To do
Pick every line with "SANTA" from the material below.

Raw data
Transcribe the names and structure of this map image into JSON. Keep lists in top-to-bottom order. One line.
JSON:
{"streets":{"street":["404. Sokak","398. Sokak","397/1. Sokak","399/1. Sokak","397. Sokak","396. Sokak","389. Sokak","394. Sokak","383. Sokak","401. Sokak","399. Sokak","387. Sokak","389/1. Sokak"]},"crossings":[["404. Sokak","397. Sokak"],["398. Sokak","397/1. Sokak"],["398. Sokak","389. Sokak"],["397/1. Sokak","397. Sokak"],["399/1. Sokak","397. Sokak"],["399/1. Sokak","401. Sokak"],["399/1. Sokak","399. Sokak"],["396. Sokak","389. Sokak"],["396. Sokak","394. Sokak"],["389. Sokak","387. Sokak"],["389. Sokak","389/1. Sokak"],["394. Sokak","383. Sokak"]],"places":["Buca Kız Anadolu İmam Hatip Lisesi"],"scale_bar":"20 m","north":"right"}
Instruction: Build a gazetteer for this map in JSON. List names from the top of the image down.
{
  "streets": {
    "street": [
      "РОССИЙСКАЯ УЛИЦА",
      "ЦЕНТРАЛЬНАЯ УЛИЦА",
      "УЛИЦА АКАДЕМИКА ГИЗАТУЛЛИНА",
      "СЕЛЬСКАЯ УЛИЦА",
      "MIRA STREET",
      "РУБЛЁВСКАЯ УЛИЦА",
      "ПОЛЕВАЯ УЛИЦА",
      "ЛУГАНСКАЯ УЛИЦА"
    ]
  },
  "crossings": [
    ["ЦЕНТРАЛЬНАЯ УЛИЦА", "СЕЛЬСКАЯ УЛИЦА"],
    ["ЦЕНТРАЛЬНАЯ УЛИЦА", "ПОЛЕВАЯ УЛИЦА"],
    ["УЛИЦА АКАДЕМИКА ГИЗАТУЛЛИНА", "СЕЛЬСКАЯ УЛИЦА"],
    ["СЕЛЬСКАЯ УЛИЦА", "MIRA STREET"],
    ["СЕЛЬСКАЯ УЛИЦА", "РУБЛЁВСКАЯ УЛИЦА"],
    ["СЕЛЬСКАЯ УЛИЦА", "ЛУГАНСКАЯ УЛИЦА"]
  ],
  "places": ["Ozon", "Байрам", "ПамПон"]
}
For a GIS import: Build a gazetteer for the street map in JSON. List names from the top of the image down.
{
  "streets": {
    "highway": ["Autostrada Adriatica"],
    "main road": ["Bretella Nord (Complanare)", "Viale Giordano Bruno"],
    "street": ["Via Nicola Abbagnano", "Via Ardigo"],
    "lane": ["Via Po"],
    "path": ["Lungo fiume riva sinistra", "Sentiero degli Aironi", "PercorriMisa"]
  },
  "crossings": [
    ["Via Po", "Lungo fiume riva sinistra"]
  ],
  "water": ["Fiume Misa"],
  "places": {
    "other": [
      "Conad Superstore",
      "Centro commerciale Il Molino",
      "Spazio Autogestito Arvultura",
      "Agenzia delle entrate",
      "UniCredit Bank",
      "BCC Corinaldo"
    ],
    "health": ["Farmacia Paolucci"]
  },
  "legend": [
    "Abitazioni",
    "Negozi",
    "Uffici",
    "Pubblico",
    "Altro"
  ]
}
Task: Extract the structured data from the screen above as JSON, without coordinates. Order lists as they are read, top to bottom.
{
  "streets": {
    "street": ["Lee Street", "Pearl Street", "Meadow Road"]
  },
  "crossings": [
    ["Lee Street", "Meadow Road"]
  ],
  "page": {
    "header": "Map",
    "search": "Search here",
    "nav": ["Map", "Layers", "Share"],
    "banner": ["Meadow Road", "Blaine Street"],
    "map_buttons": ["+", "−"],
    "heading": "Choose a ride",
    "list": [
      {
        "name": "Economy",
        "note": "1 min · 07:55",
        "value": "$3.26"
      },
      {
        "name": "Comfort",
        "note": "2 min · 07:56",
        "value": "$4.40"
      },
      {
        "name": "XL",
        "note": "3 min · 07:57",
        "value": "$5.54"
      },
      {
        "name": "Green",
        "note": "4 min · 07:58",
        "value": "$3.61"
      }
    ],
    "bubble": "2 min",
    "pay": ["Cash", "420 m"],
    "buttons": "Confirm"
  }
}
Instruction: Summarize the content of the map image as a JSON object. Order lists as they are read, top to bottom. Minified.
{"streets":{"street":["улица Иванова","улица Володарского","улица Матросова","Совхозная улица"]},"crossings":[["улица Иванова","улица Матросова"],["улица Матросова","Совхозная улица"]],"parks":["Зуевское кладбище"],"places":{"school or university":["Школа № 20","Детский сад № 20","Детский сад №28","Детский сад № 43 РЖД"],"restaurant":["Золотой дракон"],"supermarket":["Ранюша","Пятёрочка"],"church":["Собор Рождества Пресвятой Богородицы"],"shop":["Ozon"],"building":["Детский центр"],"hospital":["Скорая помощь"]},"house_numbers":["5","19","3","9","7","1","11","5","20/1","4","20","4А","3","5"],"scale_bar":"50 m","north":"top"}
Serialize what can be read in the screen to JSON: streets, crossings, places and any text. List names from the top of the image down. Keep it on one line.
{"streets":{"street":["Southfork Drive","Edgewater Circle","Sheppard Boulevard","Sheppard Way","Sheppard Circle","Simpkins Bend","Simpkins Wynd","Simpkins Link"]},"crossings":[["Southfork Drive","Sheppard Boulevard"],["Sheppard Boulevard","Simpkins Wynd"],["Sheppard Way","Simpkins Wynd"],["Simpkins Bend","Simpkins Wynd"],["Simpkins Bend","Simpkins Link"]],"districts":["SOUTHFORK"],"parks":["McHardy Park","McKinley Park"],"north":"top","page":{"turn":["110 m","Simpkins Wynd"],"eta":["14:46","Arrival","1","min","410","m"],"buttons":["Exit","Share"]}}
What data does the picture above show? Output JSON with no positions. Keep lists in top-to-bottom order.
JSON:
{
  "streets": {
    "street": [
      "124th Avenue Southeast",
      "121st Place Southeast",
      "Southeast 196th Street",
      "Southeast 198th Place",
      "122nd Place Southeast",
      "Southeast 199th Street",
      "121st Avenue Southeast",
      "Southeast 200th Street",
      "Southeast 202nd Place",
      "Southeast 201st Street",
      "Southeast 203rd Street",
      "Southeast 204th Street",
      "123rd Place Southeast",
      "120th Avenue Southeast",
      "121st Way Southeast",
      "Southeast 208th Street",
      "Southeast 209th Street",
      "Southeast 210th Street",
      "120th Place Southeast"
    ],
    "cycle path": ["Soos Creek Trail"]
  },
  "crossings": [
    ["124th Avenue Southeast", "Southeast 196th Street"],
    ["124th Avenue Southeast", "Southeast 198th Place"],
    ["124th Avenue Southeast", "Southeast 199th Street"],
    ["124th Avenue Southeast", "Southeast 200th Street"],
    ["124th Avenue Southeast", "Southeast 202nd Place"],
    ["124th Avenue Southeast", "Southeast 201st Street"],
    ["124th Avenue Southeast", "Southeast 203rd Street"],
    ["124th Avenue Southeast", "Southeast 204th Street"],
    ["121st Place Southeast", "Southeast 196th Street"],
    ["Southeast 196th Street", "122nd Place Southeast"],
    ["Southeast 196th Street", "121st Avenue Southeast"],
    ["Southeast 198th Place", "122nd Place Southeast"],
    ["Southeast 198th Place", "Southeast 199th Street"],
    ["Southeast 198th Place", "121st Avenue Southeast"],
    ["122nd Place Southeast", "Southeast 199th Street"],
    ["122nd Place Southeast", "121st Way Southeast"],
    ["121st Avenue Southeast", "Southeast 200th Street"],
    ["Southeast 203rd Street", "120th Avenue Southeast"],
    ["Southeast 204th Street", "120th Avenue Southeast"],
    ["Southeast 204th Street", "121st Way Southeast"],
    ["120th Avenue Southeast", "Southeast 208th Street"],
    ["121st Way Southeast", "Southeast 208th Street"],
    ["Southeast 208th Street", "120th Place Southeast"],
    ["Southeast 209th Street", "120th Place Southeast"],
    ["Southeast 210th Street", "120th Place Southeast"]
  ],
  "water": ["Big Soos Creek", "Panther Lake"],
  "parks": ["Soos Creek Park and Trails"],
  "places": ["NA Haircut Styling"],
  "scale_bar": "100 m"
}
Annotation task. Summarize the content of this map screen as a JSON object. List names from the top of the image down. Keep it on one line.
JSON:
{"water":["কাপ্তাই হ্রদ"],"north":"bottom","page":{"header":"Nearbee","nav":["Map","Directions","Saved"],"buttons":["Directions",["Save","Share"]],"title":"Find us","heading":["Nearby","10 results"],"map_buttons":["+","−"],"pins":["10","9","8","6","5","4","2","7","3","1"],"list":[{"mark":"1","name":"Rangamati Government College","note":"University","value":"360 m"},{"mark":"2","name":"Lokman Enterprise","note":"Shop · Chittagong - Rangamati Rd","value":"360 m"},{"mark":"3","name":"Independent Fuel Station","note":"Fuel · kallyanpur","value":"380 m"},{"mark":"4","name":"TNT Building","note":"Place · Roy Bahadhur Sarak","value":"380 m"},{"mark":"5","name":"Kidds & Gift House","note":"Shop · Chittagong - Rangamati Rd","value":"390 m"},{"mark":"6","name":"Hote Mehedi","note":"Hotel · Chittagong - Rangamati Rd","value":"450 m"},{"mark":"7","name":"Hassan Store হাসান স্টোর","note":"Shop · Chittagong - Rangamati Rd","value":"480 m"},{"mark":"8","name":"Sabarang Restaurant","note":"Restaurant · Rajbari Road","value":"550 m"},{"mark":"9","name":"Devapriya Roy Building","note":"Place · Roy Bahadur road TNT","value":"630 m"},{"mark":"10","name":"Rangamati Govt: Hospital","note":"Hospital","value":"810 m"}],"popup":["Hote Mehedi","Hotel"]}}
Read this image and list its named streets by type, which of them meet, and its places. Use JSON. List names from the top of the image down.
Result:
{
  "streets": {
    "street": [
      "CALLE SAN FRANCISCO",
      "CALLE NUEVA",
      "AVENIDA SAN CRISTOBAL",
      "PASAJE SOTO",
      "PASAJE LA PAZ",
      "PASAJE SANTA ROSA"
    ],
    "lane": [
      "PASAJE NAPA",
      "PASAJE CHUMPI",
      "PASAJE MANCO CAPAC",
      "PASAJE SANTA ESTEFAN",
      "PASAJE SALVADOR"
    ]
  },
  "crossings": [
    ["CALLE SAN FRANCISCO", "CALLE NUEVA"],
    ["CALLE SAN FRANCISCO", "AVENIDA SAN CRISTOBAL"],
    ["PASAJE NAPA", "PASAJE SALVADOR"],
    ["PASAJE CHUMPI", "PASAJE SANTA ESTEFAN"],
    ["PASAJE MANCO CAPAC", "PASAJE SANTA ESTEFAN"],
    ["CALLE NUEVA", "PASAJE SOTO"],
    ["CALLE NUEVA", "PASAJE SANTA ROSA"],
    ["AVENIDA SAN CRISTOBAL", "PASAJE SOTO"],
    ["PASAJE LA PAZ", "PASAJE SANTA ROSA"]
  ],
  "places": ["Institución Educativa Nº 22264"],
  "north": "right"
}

Solution for this task
      "PASAJE SANTA ROSA"
      "PASAJE SANTA ESTEFAN",
    ["PASAJE CHUMPI", "PASAJE SANTA ESTEFAN"],
    ["PASAJE MANCO CAPAC", "PASAJE SANTA ESTEFAN"],
    ["CALLE NUEVA", "PASAJE SANTA ROSA"],
    ["PASAJE LA PAZ", "PASAJE SANTA ROSA"]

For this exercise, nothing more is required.